* **Dataset records**
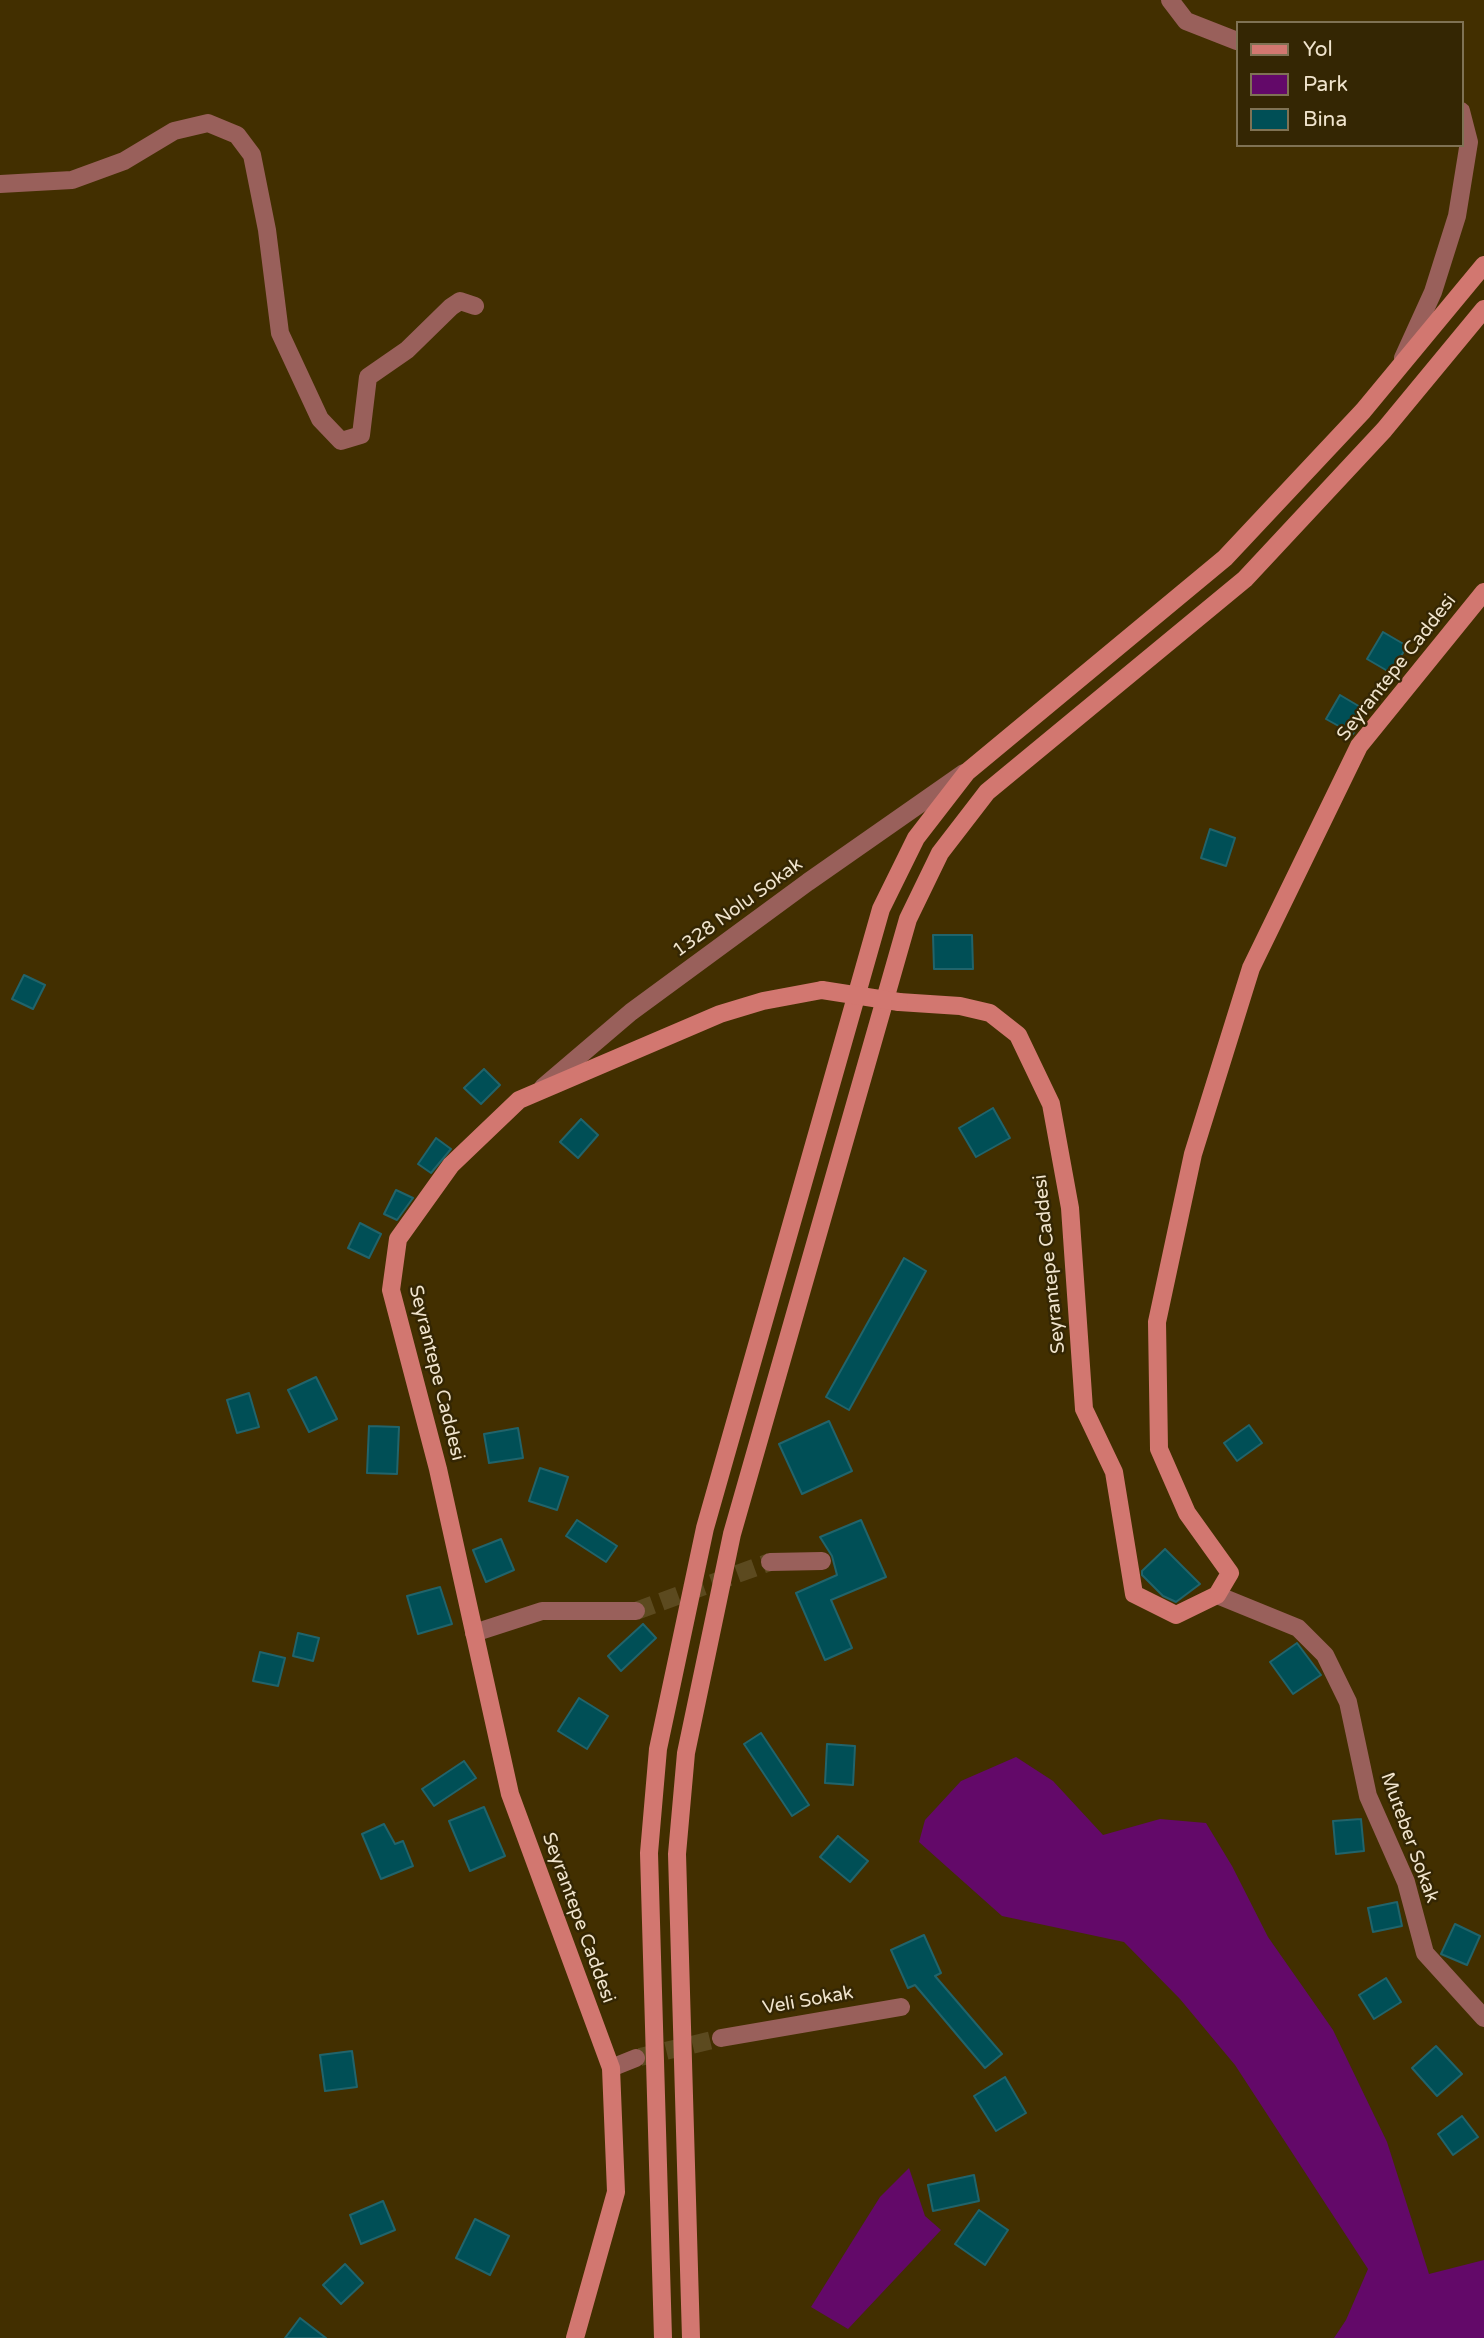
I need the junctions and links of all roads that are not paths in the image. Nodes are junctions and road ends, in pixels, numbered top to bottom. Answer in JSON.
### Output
{"nodes":[{"id":1,"x":1170,"y":0,"type":"edge"},
{"id":2,"x":1236,"y":41,"type":"edge"},
{"id":3,"x":1463,"y":119,"type":"edge"},
{"id":4,"x":0,"y":184,"type":"edge"},
{"id":5,"x":1484,"y":265,"type":"edge"},
{"id":6,"x":475,"y":306,"type":"dead end"},
{"id":7,"x":1484,"y":309,"type":"edge"},
{"id":8,"x":1399,"y":368,"type":"junction"},
{"id":9,"x":1484,"y":592,"type":"edge"},
{"id":10,"x":971,"y":768,"type":"junction"},
{"id":11,"x":538,"y":1092,"type":"junction"},
{"id":12,"x":821,"y":1561,"type":"dead end"},
{"id":13,"x":770,"y":1562,"type":"tunnel mouth"},
{"id":14,"x":1217,"y":1595,"type":"junction"},
{"id":15,"x":636,"y":1611,"type":"tunnel mouth"},
{"id":16,"x":474,"y":1633,"type":"junction"},
{"id":17,"x":901,"y":2007,"type":"dead end"},
{"id":18,"x":1484,"y":2018,"type":"edge"},
{"id":19,"x":722,"y":2038,"type":"tunnel mouth"},
{"id":20,"x":636,"y":2058,"type":"tunnel mouth"},
{"id":21,"x":611,"y":2067,"type":"junction"},
{"id":22,"x":575,"y":2338,"type":"edge"},
{"id":23,"x":663,"y":2338,"type":"edge"},
{"id":24,"x":691,"y":2338,"type":"edge"}],
"edges":[{"from":1,"to":2,"type":"street"},
{"from":3,"to":8,"type":"street"},
{"from":4,"to":6,"type":"street"},
{"from":5,"to":8,"type":"main road"},
{"from":7,"to":24,"type":"main road"},
{"from":8,"to":10,"type":"main road"},
{"from":9,"to":14,"type":"main road","name":"Seyrantepe Caddesi"},
{"from":10,"to":11,"type":"street","name":"1328 Nolu Sokak"},
{"from":10,"to":23,"type":"main road"},
{"from":11,"to":14,"type":"main road","name":"Seyrantepe Caddesi","bridge":true},
{"from":11,"to":16,"type":"main road","name":"Seyrantepe Caddesi"},
{"from":12,"to":13,"type":"street"},
{"from":14,"to":18,"type":"street","name":"Muteber Sokak"},
{"from":15,"to":16,"type":"street"},
{"from":16,"to":21,"type":"main road","name":"Seyrantepe Caddesi"},
{"from":17,"to":19,"type":"street","name":"Veli Sokak"},
{"from":20,"to":21,"type":"street"},
{"from":21,"to":22,"type":"main road","name":"Seyrantepe Caddesi"}]}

* **Assigned task**
Among the lines of the preceding data, which ones hold the word "mouth"? List them.

* **Response area**
{"id":13,"x":770,"y":1562,"type":"tunnel mouth"},
{"id":15,"x":636,"y":1611,"type":"tunnel mouth"},
{"id":19,"x":722,"y":2038,"type":"tunnel mouth"},
{"id":20,"x":636,"y":2058,"type":"tunnel mouth"},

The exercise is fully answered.